Introdution

Symptomatic AVN occurs as a serious complication of treatment in 4%–12.5% of pediatric cases with ALL. The final common pathway for the development of AVN involves a compromise in the blood flow, leading to infarction. The pathogenesis is multifactorial, including elevated intracortical pressure, vascular occlusion, altered lipid metabolism/fat emboli, hemostatic abnormalities and inhibition of angiogenesis.
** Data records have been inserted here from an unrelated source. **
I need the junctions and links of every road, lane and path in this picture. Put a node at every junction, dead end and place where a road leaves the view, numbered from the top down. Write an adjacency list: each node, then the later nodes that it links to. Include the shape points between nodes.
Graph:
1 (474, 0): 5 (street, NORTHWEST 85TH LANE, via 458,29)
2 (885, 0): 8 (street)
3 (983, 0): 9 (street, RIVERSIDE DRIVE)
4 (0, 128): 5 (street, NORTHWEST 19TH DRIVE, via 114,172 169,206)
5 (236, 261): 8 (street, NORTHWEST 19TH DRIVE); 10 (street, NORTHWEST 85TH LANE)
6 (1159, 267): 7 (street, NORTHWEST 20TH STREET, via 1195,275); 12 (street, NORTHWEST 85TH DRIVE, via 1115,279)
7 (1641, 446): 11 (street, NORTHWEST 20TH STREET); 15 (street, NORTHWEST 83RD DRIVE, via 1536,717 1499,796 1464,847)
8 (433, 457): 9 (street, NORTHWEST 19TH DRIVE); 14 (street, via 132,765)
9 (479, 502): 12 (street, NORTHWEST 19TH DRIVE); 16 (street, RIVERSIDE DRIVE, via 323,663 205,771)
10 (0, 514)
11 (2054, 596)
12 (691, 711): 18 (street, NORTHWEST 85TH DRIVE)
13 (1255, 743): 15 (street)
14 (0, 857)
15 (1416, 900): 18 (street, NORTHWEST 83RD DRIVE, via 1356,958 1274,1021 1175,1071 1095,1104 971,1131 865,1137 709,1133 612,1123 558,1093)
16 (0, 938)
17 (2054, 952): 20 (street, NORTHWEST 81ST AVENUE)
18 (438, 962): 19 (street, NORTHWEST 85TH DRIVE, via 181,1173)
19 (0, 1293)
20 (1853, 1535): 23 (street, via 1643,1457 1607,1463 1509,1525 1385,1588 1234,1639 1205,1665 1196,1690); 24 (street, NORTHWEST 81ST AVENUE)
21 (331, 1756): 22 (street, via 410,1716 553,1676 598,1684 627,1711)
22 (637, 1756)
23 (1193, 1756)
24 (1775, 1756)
The difference in incidence of AVN in patients treated according to one and the same protocol suggests a genetic variation as a contribution to the biology of AVN. In one report, familial occurence of bone marrow edema syndrome (early phase of AVN) was associated with elevated levels of lipoprotein(a)[Lp(a)]. Lp(a) is a complex of low-density lipoprotein (LDL) and a high molecular weight glycoprotein called apolipoprotein(a)[apo(a)]. The Lp(a) level is inversely correlated with the kringle IV repeat number in apo(a), that is present as a naturally variation in the population.

Methods

We investigated the Lp(a) levels and the genetic variation in the Apo(a) gene in pediatric patients with and without AVN. DNA from mononuclear cells was isolated from 10 ALL patients with AVN (group I) and 12 patients without AVN (group II), all matched for age, gender and protocol. AVN is defined as pain of the extremities, not related to treatment with vincristine, confirmed by finding typical abnormalities on MRI. The control group consisted of 13 healthy Caucasian subjects (group III). To detect the number of kringle IV repeats pulsed field gel elctrophoresis (PFGE) and Southern blot of genomic DNA was performed. Serum Lp(a) levels were determined by immuno-nefelometric detection method.

Results

The median number of kringle IV repeats (mean of both alleles) did not significantly differ between the three groups: 25 (range 16–37, group I), 24 (range 13–32, group II), 21 (range 10–36, group III). The median Lp(a) levels in ALL patients with AVN versus ALL patients without AVN were respectively 0.085 g/L (range <0.02–0.848) and 0.067 g/L (range <0.02–0.362). Again the difference was not significant.

Conclusion Our results suggest that Lp(a) and genetic polymorphism of apo(a) do not play a mayor role in the pathogenesis of AVN in pediatric ALL.